Produce an exact copy of all the data below, dropping every image.

*** Block opens ***

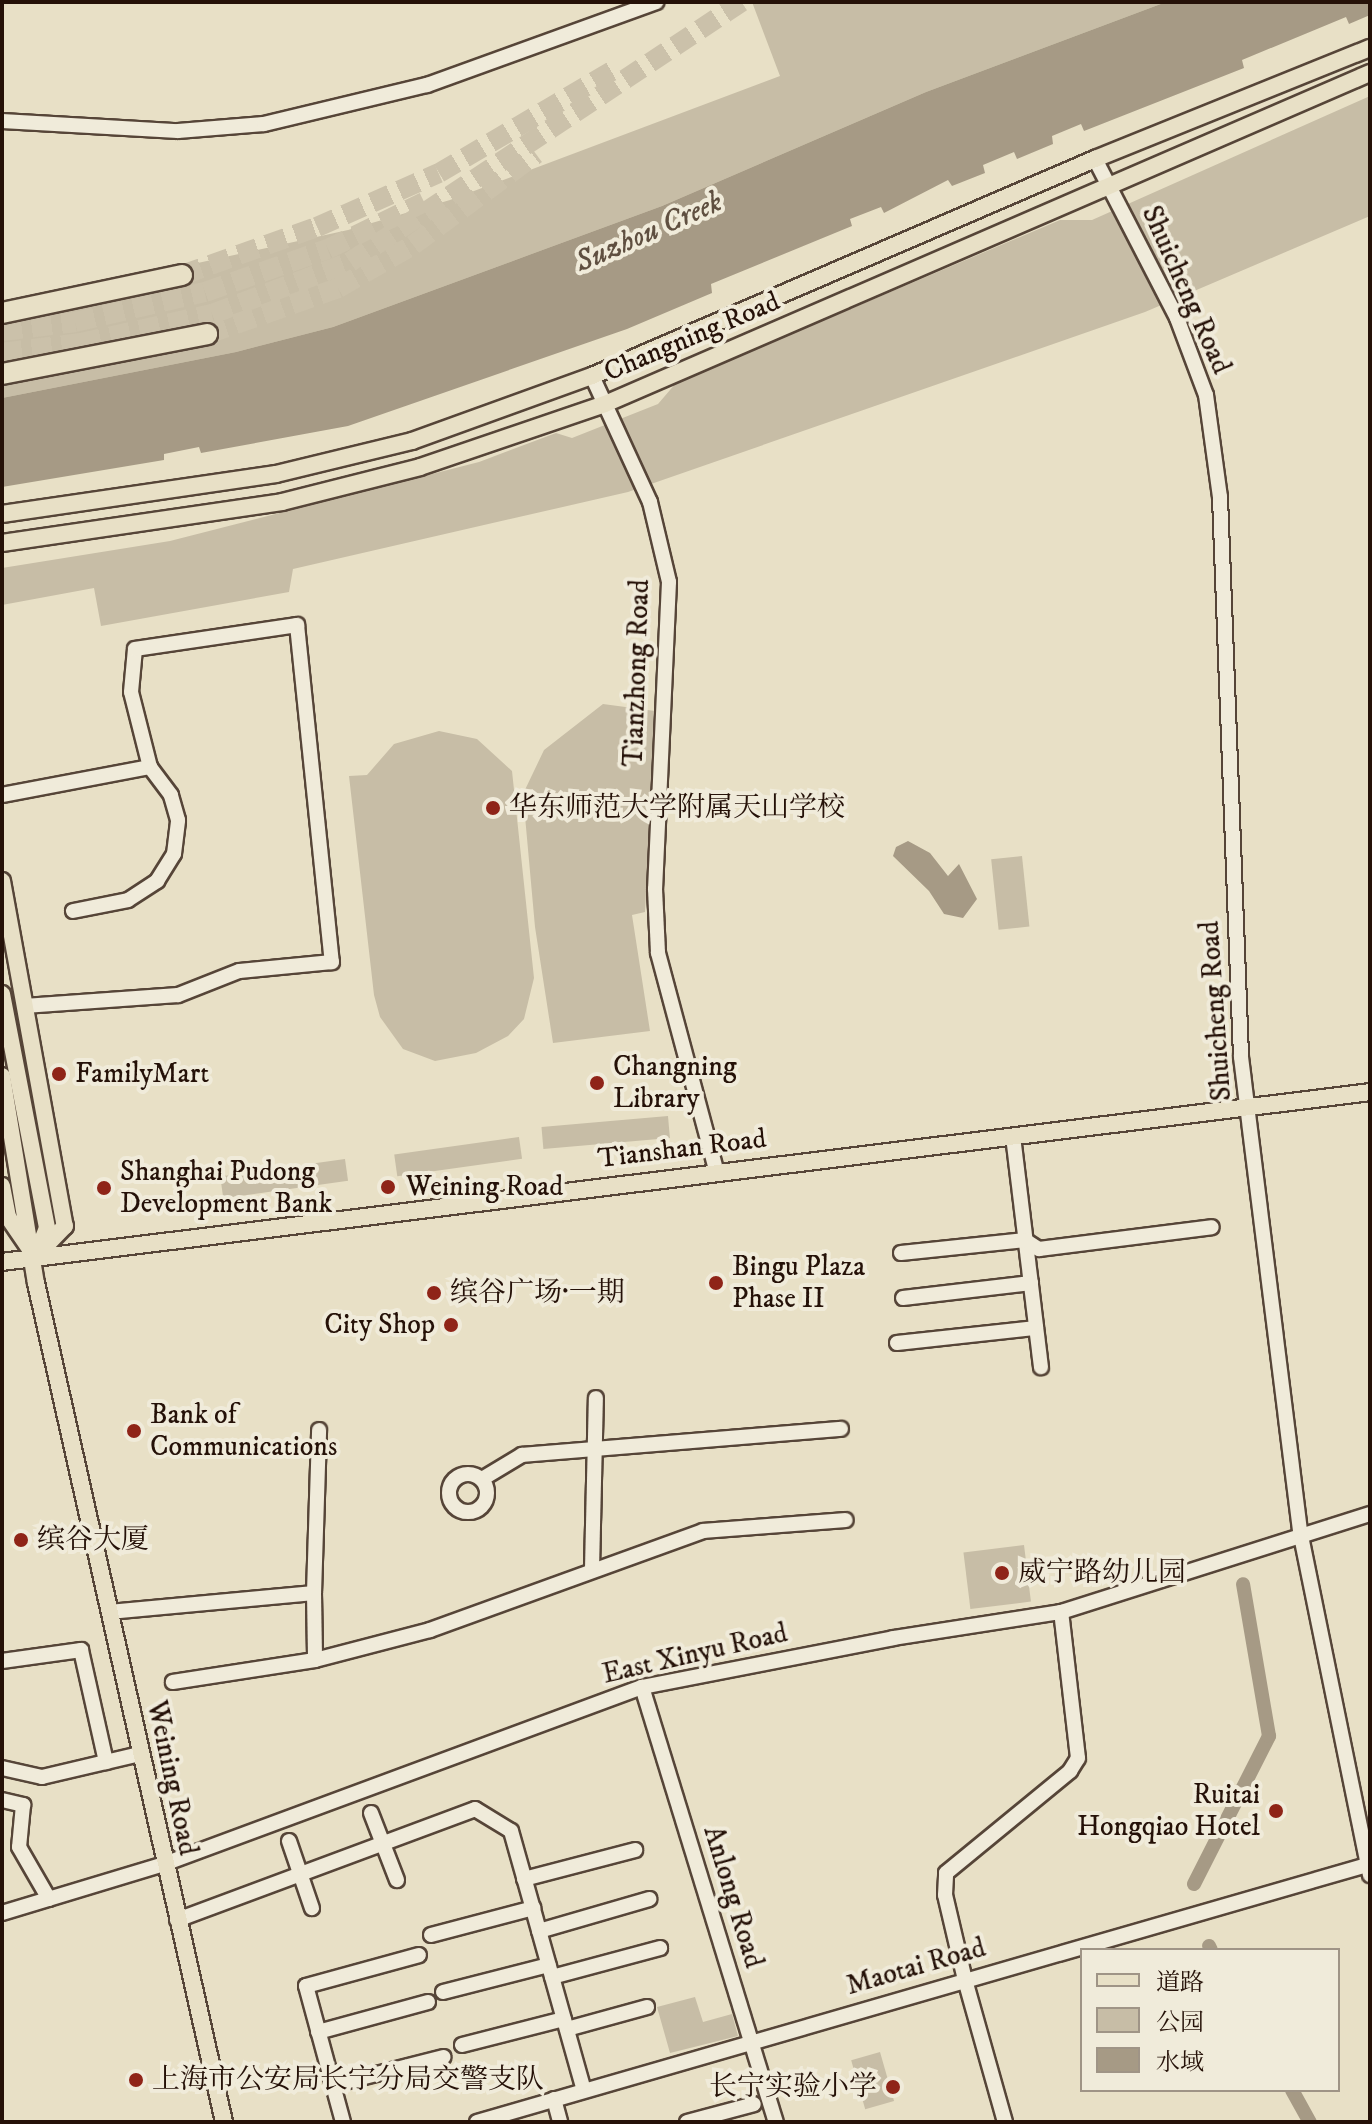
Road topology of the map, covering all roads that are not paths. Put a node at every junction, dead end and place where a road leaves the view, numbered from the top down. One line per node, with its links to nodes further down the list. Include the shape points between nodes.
1 (656, 2): 4 (street, via 427,85 264,124 178,131)
2 (1370, 48): 5 (main road, Changning Road)
3 (1370, 73): 6 (main road, Changning Road)
4 (2, 121)
5 (1095, 159): 6 (street, Shuicheng Road); 11 (main road, Changning Road)
6 (1109, 185): 12 (main road, Changning Road); 23 (street, Shuicheng Road, via 1177,318 1206,395 1220,497 1241,1057)
7 (182, 275): 8 (highway)
8 (2, 313)
9 (207, 334): 10 (highway)
10 (2, 374)
11 (592, 376): 12 (street, Tianzhong Road); 13 (main road, Changning Road, via 412,441 276,474)
12 (605, 404): 14 (main road, Changning Road, via 420,467 282,502); 25 (street, Tianzhong Road, via 650,502 669,582 655,889 658,953)
13 (2, 514)
14 (2, 543)
15 (150, 767): 16 (street); 18 (street, via 175,807 174,854 157,881 128,900); 20 (street, via 131,692 135,649 297,625 332,962 239,971 178,995)
16 (2, 795)
17 (2, 881): 20 (main road)
18 (73, 911)
19 (2, 994): 30 (main road, Weining Road, via 47,1228)
20 (24, 1006): 30 (main road, via 65,1226)
21 (2, 1076): 30 (main road, Weining Road)
22 (1370, 1092): 23 (main road, Tianshan Road)
23 (1248, 1107): 24 (main road, Tianshan Road); 44 (street, Shuicheng Road)
24 (1013, 1136): 25 (main road, Tianshan Road); 28 (street)
25 (716, 1170): 30 (main road, Tianshan Road)
26 (2, 1186): 30 (main road, Weining Road, via 8,1217)
27 (1212, 1227): 28 (street, via 1039,1249)
28 (1025, 1240): 29 (street); 32 (street)
29 (901, 1253)
30 (35, 1257): 31 (main road, Tianshan Road); 47 (main road, Weining Road, via 36,1283)
31 (2, 1262)
32 (1031, 1283): 33 (street); 34 (street)
33 (903, 1298)
34 (1036, 1328): 35 (street); 36 (street)
35 (897, 1343)
36 (1041, 1367)
37 (596, 1398): 40 (street)
38 (841, 1429): 40 (street)
39 (319, 1430): 46 (street)
40 (594, 1451): 41 (street, via 522,1455); 45 (street)
41 (482, 1479)
42 (1370, 1514): 44 (street, East Xinyu Road)
43 (846, 1520): 45 (street, via 703,1531)
44 (1301, 1536): 48 (street, East Xinyu Road); 62 (street, Shuicheng Road)
45 (592, 1569): 49 (street, via 430,1630)
46 (314, 1593): 47 (street); 49 (street)
47 (109, 1612): 53 (main road, Weining Road)
48 (1061, 1612): 52 (street, East Xinyu Road, via 893,1638); 79 (street, via 1078,1758 1070,1771 946,1873 945,1895)
49 (315, 1660): 51 (street)
50 (2, 1661): 54 (street, via 81,1650)
51 (173, 1682)
52 (642, 1687): 61 (street, East Xinyu Road); 85 (street, Anlong Road)
53 (140, 1754): 54 (street); 61 (main road, Weining Road)
54 (106, 1762): 55 (street, via 42,1777)
55 (2, 1768)
56 (2, 1800): 66 (street, via 23,1805 19,1847)
57 (371, 1813): 59 (street)
58 (289, 1841): 63 (street)
59 (383, 1843): 63 (street); 64 (street, via 475,1809 511,1831); 65 (street)
60 (635, 1850): 64 (street)
61 (164, 1864): 66 (street, East Xinyu Road); 71 (main road, Weining Road)
62 (1369, 1868): 75 (street, Maotai Road)
63 (300, 1874): 68 (street); 71 (street)
64 (524, 1879): 69 (street)
65 (397, 1880)
66 (49, 1899): 70 (street, East Xinyu Road)
67 (649, 1899): 72 (street)
68 (312, 1908)
69 (533, 1908): 72 (street); 73 (street)
70 (2, 1913)
71 (177, 1920): 92 (main road, Weining Road)
72 (539, 1931): 78 (street)
73 (431, 1935)
74 (660, 1948): 78 (street)
75 (1080, 1948)
76 (1080, 1948): 79 (street, Maotai Road)
77 (419, 1955): 84 (street, via 306,1986)
78 (550, 1971): 80 (street); 83 (street)
79 (965, 1980): 85 (street, Maotai Road); 98 (street)
80 (443, 1992)
81 (428, 2002): 84 (street)
82 (647, 2007): 83 (street)
83 (566, 2024): 86 (street); 89 (street)
84 (318, 2032): 88 (street)
85 (749, 2042): 89 (street, Maotai Road); 97 (street, Anlong Road)
86 (462, 2045)
87 (444, 2057): 88 (street)
88 (333, 2085): 93 (street)
89 (584, 2090): 90 (street, Maotai Road)
90 (554, 2099): 94 (street, Maotai Road); 95 (street)
91 (754, 2104): 96 (street)
92 (224, 2122)
93 (343, 2122)
94 (477, 2122)
95 (560, 2122)
96 (687, 2122)
97 (776, 2122)
98 (1005, 2122)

*** Block closes ***

**RESPONSE TO THE TASK**
Road topology of the map, covering all roads that are not paths. Put a node at every junction, dead end and place where a road leaves the view, numbered from the top down. One line per node, with its links to nodes further down the list. Include the shape points between nodes.
1 (656, 2): 4 (street, via 427,85 264,124 178,131)
2 (1370, 48): 5 (main road, Changning Road)
3 (1370, 73): 6 (main road, Changning Road)
4 (2, 121)
5 (1095, 159): 6 (street, Shuicheng Road); 11 (main road, Changning Road)
6 (1109, 185): 12 (main road, Changning Road); 23 (street, Shuicheng Road, via 1177,318 1206,395 1220,497 1241,1057)
7 (182, 275): 8 (highway)
8 (2, 313)
9 (207, 334): 10 (highway)
10 (2, 374)
11 (592, 376): 12 (street, Tianzhong Road); 13 (main road, Changning Road, via 412,441 276,474)
12 (605, 404): 14 (main road, Changning Road, via 420,467 282,502); 25 (street, Tianzhong Road, via 650,502 669,582 655,889 658,953)
13 (2, 514)
14 (2, 543)
15 (150, 767): 16 (street); 18 (street, via 175,807 174,854 157,881 128,900); 20 (street, via 131,692 135,649 297,625 332,962 239,971 178,995)
16 (2, 795)
17 (2, 881): 20 (main road)
18 (73, 911)
19 (2, 994): 30 (main road, Weining Road, via 47,1228)
20 (24, 1006): 30 (main road, via 65,1226)
21 (2, 1076): 30 (main road, Weining Road)
22 (1370, 1092): 23 (main road, Tianshan Road)
23 (1248, 1107): 24 (main road, Tianshan Road); 44 (street, Shuicheng Road)
24 (1013, 1136): 25 (main road, Tianshan Road); 28 (street)
25 (716, 1170): 30 (main road, Tianshan Road)
26 (2, 1186): 30 (main road, Weining Road, via 8,1217)
27 (1212, 1227): 28 (street, via 1039,1249)
28 (1025, 1240): 29 (street); 32 (street)
29 (901, 1253)
30 (35, 1257): 31 (main road, Tianshan Road); 47 (main road, Weining Road, via 36,1283)
31 (2, 1262)
32 (1031, 1283): 33 (street); 34 (street)
33 (903, 1298)
34 (1036, 1328): 35 (street); 36 (street)
35 (897, 1343)
36 (1041, 1367)
37 (596, 1398): 40 (street)
38 (841, 1429): 40 (street)
39 (319, 1430): 46 (street)
40 (594, 1451): 41 (street, via 522,1455); 45 (street)
41 (482, 1479)
42 (1370, 1514): 44 (street, East Xinyu Road)
43 (846, 1520): 45 (street, via 703,1531)
44 (1301, 1536): 48 (street, East Xinyu Road); 62 (street, Shuicheng Road)
45 (592, 1569): 49 (street, via 430,1630)
46 (314, 1593): 47 (street); 49 (street)
47 (109, 1612): 53 (main road, Weining Road)
48 (1061, 1612): 52 (street, East Xinyu Road, via 893,1638); 79 (street, via 1078,1758 1070,1771 946,1873 945,1895)
49 (315, 1660): 51 (street)
50 (2, 1661): 54 (street, via 81,1650)
51 (173, 1682)
52 (642, 1687): 61 (street, East Xinyu Road); 85 (street, Anlong Road)
53 (140, 1754): 54 (street); 61 (main road, Weining Road)
54 (106, 1762): 55 (street, via 42,1777)
55 (2, 1768)
56 (2, 1800): 66 (street, via 23,1805 19,1847)
57 (371, 1813): 59 (street)
58 (289, 1841): 63 (street)
59 (383, 1843): 63 (street); 64 (street, via 475,1809 511,1831); 65 (street)
60 (635, 1850): 64 (street)
61 (164, 1864): 66 (street, East Xinyu Road); 71 (main road, Weining Road)
62 (1369, 1868): 75 (street, Maotai Road)
63 (300, 1874): 68 (street); 71 (street)
64 (524, 1879): 69 (street)
65 (397, 1880)
66 (49, 1899): 70 (street, East Xinyu Road)
67 (649, 1899): 72 (street)
68 (312, 1908)
69 (533, 1908): 72 (street); 73 (street)
70 (2, 1913)
71 (177, 1920): 92 (main road, Weining Road)
72 (539, 1931): 78 (street)
73 (431, 1935)
74 (660, 1948): 78 (street)
75 (1080, 1948)
76 (1080, 1948): 79 (street, Maotai Road)
77 (419, 1955): 84 (street, via 306,1986)
78 (550, 1971): 80 (street); 83 (street)
79 (965, 1980): 85 (street, Maotai Road); 98 (street)
80 (443, 1992)
81 (428, 2002): 84 (street)
82 (647, 2007): 83 (street)
83 (566, 2024): 86 (street); 89 (street)
84 (318, 2032): 88 (street)
85 (749, 2042): 89 (street, Maotai Road); 97 (street, Anlong Road)
86 (462, 2045)
87 (444, 2057): 88 (street)
88 (333, 2085): 93 (street)
89 (584, 2090): 90 (street, Maotai Road)
90 (554, 2099): 94 (street, Maotai Road); 95 (street)
91 (754, 2104): 96 (street)
92 (224, 2122)
93 (343, 2122)
94 (477, 2122)
95 (560, 2122)
96 (687, 2122)
97 (776, 2122)
98 (1005, 2122)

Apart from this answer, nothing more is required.